The cup represents a person and the water represents the stressors, hardships, trauma, whatever crap is going on in the person’s life, triggers, perhaps, their mental state, etc.
Survivors or onlookers, anyone who hasn’t lived that individuals’ life, may look at events around the time of suicide and think—
“What happened?”
“THAT is what pushed them over the edge?”
“But that wasn’t even that big of a deal, certainly not enough to kill yourself over…”
Now, the judgments notwithstanding, this mindset assumes that the person started from a healthy place to begin with, that their cup was fairly low, nearly empty.
But many times, of course, they are not.
Maybe they were already at the brink, the breaking point.
In other words, their cup is already almost full. They are already nearly at the point of overflowing.
So, when they are already at that point, their cup is almost full, and only few drops could result in the cup spilling, or running over.
This analogy is so helpful, so insightful…so humbling, for us all to remember and to a variety of situations, not only suicide.
As I said, this metaphor helps keep us all in check, that we don’t know where that person was, how full their cup is.
I also think that the analogy can be helpful when considering others experiences that may be different from our own, even ones that we can’t relate to.
Maybe the cup for some are microaggressions through racist comments.
Maybe the cup overflows after too much gaslighting or passive aggressiveness from a loved one.
Any individualized comment, on their own, seems insignificant, but all of them build and eventually causes the person to break down or to snap.
And if you can’t relate to those, how about this—
I’m sure many of us have had a really, really shitty day where it all goes to hell and where everything that could go wrong DOES.
You know the ones, the days where we frequently think and make statements like:
“When it rains it pours!”
“And the hits just keep on comin’!”
And by evening or night time, our patience has worn thin.

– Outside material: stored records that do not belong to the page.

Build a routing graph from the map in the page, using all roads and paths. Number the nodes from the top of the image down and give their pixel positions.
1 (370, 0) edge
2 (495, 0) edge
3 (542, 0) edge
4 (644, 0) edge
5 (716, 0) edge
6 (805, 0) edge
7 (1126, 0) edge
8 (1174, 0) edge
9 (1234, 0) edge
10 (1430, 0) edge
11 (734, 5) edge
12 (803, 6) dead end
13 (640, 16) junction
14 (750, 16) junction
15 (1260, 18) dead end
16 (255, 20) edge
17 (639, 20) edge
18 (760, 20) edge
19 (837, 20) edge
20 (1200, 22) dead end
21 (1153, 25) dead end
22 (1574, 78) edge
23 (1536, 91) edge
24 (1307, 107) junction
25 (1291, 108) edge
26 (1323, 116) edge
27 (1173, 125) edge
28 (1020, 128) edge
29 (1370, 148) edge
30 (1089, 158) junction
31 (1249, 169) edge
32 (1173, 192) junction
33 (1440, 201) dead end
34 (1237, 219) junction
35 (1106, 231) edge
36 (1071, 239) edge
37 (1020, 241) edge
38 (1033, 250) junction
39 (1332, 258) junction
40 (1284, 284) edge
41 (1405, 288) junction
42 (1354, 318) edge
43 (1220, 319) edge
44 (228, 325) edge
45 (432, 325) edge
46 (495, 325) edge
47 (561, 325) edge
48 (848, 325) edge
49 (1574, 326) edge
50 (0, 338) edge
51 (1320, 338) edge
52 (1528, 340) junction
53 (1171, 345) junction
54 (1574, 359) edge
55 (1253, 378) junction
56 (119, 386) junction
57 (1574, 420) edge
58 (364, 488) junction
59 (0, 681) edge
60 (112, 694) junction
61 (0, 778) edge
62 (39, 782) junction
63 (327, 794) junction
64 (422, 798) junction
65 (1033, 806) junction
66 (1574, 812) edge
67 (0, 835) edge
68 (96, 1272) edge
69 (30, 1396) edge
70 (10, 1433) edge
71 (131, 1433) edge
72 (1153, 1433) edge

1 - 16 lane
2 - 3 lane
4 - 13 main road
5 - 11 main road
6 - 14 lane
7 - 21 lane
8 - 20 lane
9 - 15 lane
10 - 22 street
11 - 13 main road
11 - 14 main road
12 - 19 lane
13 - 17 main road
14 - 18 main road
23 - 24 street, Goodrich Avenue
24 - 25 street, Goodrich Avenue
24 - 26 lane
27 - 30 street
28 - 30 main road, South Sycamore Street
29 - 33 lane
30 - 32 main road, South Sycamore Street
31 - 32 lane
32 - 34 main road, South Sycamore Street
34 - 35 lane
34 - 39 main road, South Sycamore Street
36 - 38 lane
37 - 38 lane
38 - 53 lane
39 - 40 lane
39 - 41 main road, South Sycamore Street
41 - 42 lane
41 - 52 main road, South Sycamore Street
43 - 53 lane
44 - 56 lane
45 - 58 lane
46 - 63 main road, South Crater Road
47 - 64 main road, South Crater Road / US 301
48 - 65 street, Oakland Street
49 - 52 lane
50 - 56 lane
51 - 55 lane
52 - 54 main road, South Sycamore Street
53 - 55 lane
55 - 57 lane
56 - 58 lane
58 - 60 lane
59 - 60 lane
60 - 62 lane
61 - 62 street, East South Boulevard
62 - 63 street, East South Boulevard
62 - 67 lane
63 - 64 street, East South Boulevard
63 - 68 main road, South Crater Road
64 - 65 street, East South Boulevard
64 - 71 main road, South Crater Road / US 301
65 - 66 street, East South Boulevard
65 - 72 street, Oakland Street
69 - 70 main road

And how we react to events by that time are likely entirely different from how we respond to the crap that happened at the beginning of the day, because by that point, we’re worn down and tired.
This overflowing cup metaphor is helpful. It puts the decision to complete suicide, in a better perspective for those of us who are left, shocked and numbed, completely mystified as to how someone could do that.

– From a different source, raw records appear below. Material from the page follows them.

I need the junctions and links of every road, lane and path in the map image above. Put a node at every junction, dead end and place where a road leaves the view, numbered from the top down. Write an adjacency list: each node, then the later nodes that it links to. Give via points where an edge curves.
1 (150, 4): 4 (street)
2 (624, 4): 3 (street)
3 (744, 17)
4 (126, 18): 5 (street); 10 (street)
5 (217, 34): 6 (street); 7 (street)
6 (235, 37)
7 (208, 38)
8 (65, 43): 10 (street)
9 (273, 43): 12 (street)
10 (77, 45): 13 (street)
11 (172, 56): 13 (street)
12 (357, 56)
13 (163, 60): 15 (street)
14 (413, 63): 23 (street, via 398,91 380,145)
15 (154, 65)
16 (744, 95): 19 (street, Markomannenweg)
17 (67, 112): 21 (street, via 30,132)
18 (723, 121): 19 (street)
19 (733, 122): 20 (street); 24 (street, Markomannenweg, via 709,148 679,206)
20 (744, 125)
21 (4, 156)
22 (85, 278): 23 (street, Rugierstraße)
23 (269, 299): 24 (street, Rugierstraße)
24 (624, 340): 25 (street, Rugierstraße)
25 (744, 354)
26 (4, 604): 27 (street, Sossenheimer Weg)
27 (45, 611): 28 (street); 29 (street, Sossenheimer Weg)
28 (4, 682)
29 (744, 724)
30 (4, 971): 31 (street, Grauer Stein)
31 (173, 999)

I recently re-watched the film, “Girl, Interrupted.” And one of the last lines of the film has always stuck with me:
“Was I ever crazy? Maybe. Or maybe life is… Crazy isn’t being broken or swallowing a dark secret. It’s you or me amplified.”
― Susanna Kaysen, Girl, Interrupted
Indeed. Anyone. Amplified.
Though some of us are more genetically or physiologically predisposed to depression and suicidal thoughts, we all are capable of falling into major depressive episodes, and reaching darker places in our minds and our lives than we would ever have thought possible. (And if you don’t understand that, it’s foreign and unrelatable to you, maybe that could be a point of gratitude.)
But we can all be amplified to points we never thought possible. Our cups can come dangerously close to overflowing.
So, maybe the next logical question is: How do we stop that from happening?
It’s not an easy question with simple solutions, for sure.
But I think that we all must find ways to deal with, to manage, the junk that fills up our cups.
We need to find our own remedies, learn how to pour out some of the contents of the cup before it overtakes us.
Because this analogy of the cup that runneth over, certainly differs the other one. (Psalm 23:5.)